The python package for text simplification evaluation contains a lot of features to highlight differences between the original sentence and simplified sentence. Some of these features might also be helpful to determine if a sentence is complex to understand.
*Warning: Most of these features are originally calculated for English and might not language-independent.*

**Result:**
- strong correlation between MOS and count of characters (r=0.749874)
- strong correlation between MOS and count of syllables (r=0.733147)
- strong correlation between MOS and count of words (r=0.684206)
- strong correlation between MOS and Flesh-Kincaid-Grading-Level (r=0.616677)

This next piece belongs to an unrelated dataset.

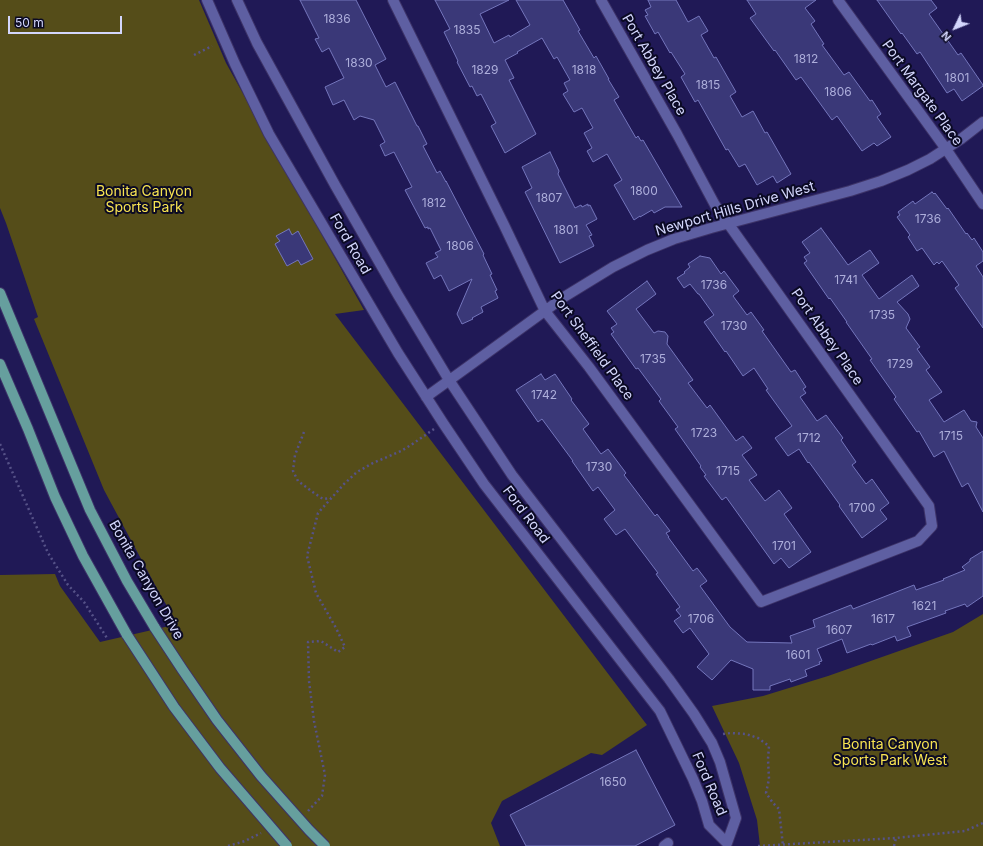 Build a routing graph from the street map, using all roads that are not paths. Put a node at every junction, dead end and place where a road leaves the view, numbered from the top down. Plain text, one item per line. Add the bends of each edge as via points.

- moderate correlation between MOS and parse tree height (r=0.569646)
- moderate correlation between MOS and maximum position in frequency table (r=0.44683)
- moderate correlation between MOS and average length of verb phrases (r=0.424383)
- moderate correlation between MOS and average length of noun phrases (r=0.422467)
- moderate negative correlation between MOS and type token ratio (r=-0.488884)


- weak negative correlation between MOS and Flesh-Reading Ease score (r=-0.392505)
- weak negative correlation between MOS and ratio of verbs(r=-0.279899)
- weak negative correlation between MOS and ratio of pronouns (r=-0.264084)
- weak correlation between MOS and lexical complexity score (r=0.352031)
- weak correlation between MOS and characters per word (r=0.341423)
- weak correlation between MOS and average length of prepositional phrase (r=0.298464)
- weak correlation between MOS and average position in frequency table (r=0.287437)
- weak correlation between MOS and syllables per word (r=0.244687)
- weak correlation between MOS and if a sentence is non-projective or not (r=0.232608)
- weak correlation between MOS and ratio of conjunctions (r=0.20639)
- weak correlation between MOS and ratio of adjectives (r=0.200404)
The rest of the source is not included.